- Task item
Pull every line containing the word "dead" out of the material below.

Start of Supplied information

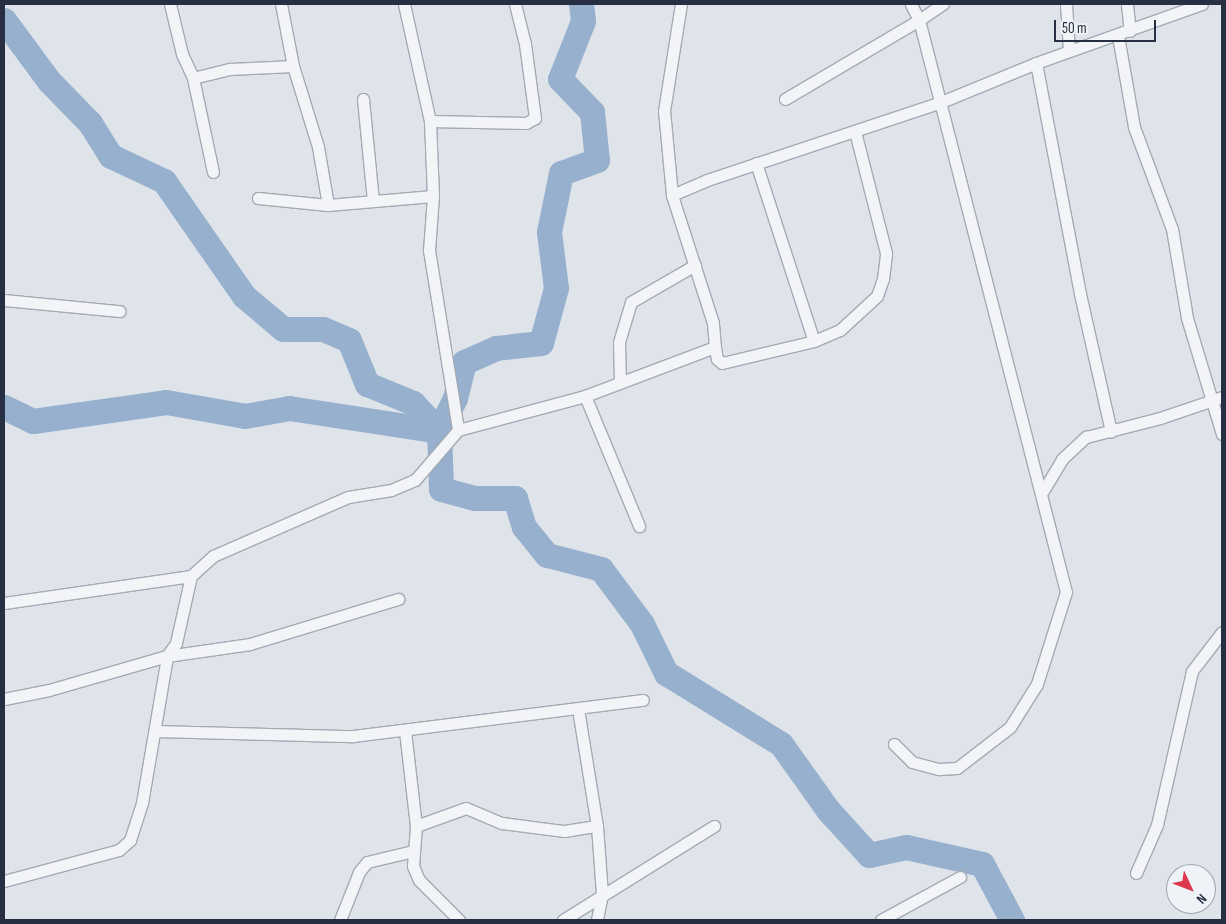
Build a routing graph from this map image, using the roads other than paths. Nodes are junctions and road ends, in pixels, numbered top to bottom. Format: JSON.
{"nodes":[{"id":1,"x":170,"y":4,"type":"edge"},
{"id":2,"x":281,"y":4,"type":"edge"},
{"id":3,"x":404,"y":4,"type":"edge"},
{"id":4,"x":515,"y":4,"type":"edge"},
{"id":5,"x":682,"y":4,"type":"edge"},
{"id":6,"x":911,"y":4,"type":"edge"},
{"id":7,"x":943,"y":4,"type":"edge"},
{"id":8,"x":1066,"y":4,"type":"edge"},
{"id":9,"x":1128,"y":4,"type":"edge"},
{"id":10,"x":1202,"y":4,"type":"edge"},
{"id":11,"x":920,"y":20,"type":"junction"},
{"id":12,"x":1130,"y":31,"type":"junction"},
{"id":13,"x":1118,"y":36,"type":"junction"},
{"id":14,"x":1069,"y":51,"type":"junction"},
{"id":15,"x":1036,"y":62,"type":"junction"},
{"id":16,"x":293,"y":66,"type":"junction"},
{"id":17,"x":193,"y":78,"type":"junction"},
{"id":18,"x":363,"y":99,"type":"dead end"},
{"id":19,"x":785,"y":99,"type":"dead end"},
{"id":20,"x":941,"y":102,"type":"junction"},
{"id":21,"x":430,"y":121,"type":"junction"},
{"id":22,"x":855,"y":131,"type":"junction"},
{"id":23,"x":756,"y":163,"type":"junction"},
{"id":24,"x":213,"y":172,"type":"dead end"},
{"id":25,"x":672,"y":195,"type":"junction"},
{"id":26,"x":433,"y":196,"type":"junction"},
{"id":27,"x":258,"y":198,"type":"dead end"},
{"id":28,"x":372,"y":201,"type":"junction"},
{"id":29,"x":328,"y":205,"type":"junction"},
{"id":30,"x":695,"y":265,"type":"junction"},
{"id":31,"x":4,"y":300,"type":"edge"},
{"id":32,"x":119,"y":311,"type":"dead end"},
{"id":33,"x":814,"y":341,"type":"junction"},
{"id":34,"x":715,"y":347,"type":"junction"},
{"id":35,"x":620,"y":382,"type":"junction"},
{"id":36,"x":585,"y":396,"type":"junction"},
{"id":37,"x":1222,"y":396,"type":"edge"},
{"id":38,"x":1210,"y":400,"type":"junction"},
{"id":39,"x":458,"y":430,"type":"junction"},
{"id":40,"x":1111,"y":432,"type":"junction"},
{"id":41,"x":1222,"y":434,"type":"edge"},
{"id":42,"x":1043,"y":491,"type":"junction"},
{"id":43,"x":639,"y":526,"type":"dead end"},
{"id":44,"x":191,"y":576,"type":"junction"},
{"id":45,"x":398,"y":600,"type":"dead end"},
{"id":46,"x":4,"y":603,"type":"edge"},
{"id":47,"x":1222,"y":632,"type":"edge"},
{"id":48,"x":166,"y":656,"type":"junction"},
{"id":49,"x":4,"y":699,"type":"edge"},
{"id":50,"x":643,"y":700,"type":"dead end"},
{"id":51,"x":578,"y":709,"type":"junction"},
{"id":52,"x":156,"y":731,"type":"junction"},
{"id":53,"x":405,"y":731,"type":"junction"},
{"id":54,"x":894,"y":744,"type":"dead end"},
{"id":55,"x":416,"y":826,"type":"junction"},
{"id":56,"x":597,"y":826,"type":"junction"},
{"id":57,"x":714,"y":826,"type":"dead end"},
{"id":58,"x":413,"y":851,"type":"junction"},
{"id":59,"x":1136,"y":873,"type":"dead end"},
{"id":60,"x":960,"y":877,"type":"dead end"},
{"id":61,"x":4,"y":881,"type":"edge"},
{"id":62,"x":602,"y":894,"type":"junction"},
{"id":63,"x":340,"y":920,"type":"edge"},
{"id":64,"x":458,"y":920,"type":"edge"},
{"id":65,"x":563,"y":920,"type":"edge"},
{"id":66,"x":597,"y":920,"type":"edge"},
{"id":67,"x":881,"y":920,"type":"edge"}],
"edges":[{"from":1,"to":17,"type":"street"},
{"from":2,"to":16,"type":"street"},
{"from":3,"to":21,"type":"street"},
{"from":4,"to":21,"type":"street"},
{"from":5,"to":25,"type":"street"},
{"from":6,"to":11,"type":"street"},
{"from":7,"to":11,"type":"street"},
{"from":8,"to":14,"type":"street"},
{"from":9,"to":12,"type":"street"},
{"from":10,"to":12,"type":"street"},
{"from":11,"to":19,"type":"street"},
{"from":11,"to":20,"type":"street"},
{"from":12,"to":13,"type":"street"},
{"from":13,"to":14,"type":"street"},
{"from":13,"to":38,"type":"street"},
{"from":14,"to":15,"type":"street"},
{"from":15,"to":20,"type":"street"},
{"from":15,"to":40,"type":"street"},
{"from":16,"to":17,"type":"street"},
{"from":16,"to":29,"type":"street"},
{"from":17,"to":24,"type":"street"},
{"from":18,"to":28,"type":"street"},
{"from":20,"to":22,"type":"street"},
{"from":20,"to":42,"type":"street"},
{"from":21,"to":26,"type":"street"},
{"from":22,"to":23,"type":"street"},
{"from":22,"to":33,"type":"street"},
{"from":23,"to":25,"type":"street"},
{"from":23,"to":33,"type":"street"},
{"from":25,"to":30,"type":"street"},
{"from":26,"to":28,"type":"street"},
{"from":26,"to":39,"type":"street"},
{"from":27,"to":29,"type":"street"},
{"from":28,"to":29,"type":"street"},
{"from":30,"to":34,"type":"street"},
{"from":30,"to":35,"type":"street"},
{"from":31,"to":32,"type":"street"},
{"from":33,"to":34,"type":"street"},
{"from":34,"to":35,"type":"street"},
{"from":35,"to":36,"type":"street"},
{"from":36,"to":39,"type":"street"},
{"from":36,"to":43,"type":"street"},
{"from":37,"to":38,"type":"street"},
{"from":38,"to":40,"type":"street"},
{"from":38,"to":41,"type":"street"},
{"from":39,"to":44,"type":"street"},
{"from":40,"to":42,"type":"street"},
{"from":42,"to":54,"type":"street"},
{"from":44,"to":46,"type":"street"},
{"from":44,"to":48,"type":"street"},
{"from":45,"to":48,"type":"street"},
{"from":47,"to":59,"type":"street"},
{"from":48,"to":49,"type":"street"},
{"from":48,"to":52,"type":"street"},
{"from":50,"to":51,"type":"street"},
{"from":51,"to":53,"type":"street"},
{"from":51,"to":56,"type":"street"},
{"from":52,"to":53,"type":"street"},
{"from":52,"to":61,"type":"street"},
{"from":53,"to":55,"type":"street"},
{"from":55,"to":56,"type":"street"},
{"from":55,"to":58,"type":"street"},
{"from":56,"to":62,"type":"street"},
{"from":57,"to":62,"type":"street"},
{"from":58,"to":63,"type":"street"},
{"from":58,"to":64,"type":"street"},
{"from":60,"to":67,"type":"street"},
{"from":62,"to":65,"type":"street"},
{"from":62,"to":66,"type":"street"}]}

End of Supplied information

- Result of the exercise
{"id":18,"x":363,"y":99,"type":"dead end"},
{"id":19,"x":785,"y":99,"type":"dead end"},
{"id":24,"x":213,"y":172,"type":"dead end"},
{"id":27,"x":258,"y":198,"type":"dead end"},
{"id":32,"x":119,"y":311,"type":"dead end"},
{"id":43,"x":639,"y":526,"type":"dead end"},
{"id":45,"x":398,"y":600,"type":"dead end"},
{"id":50,"x":643,"y":700,"type":"dead end"},
{"id":54,"x":894,"y":744,"type":"dead end"},
{"id":57,"x":714,"y":826,"type":"dead end"},
{"id":59,"x":1136,"y":873,"type":"dead end"},
{"id":60,"x":960,"y":877,"type":"dead end"},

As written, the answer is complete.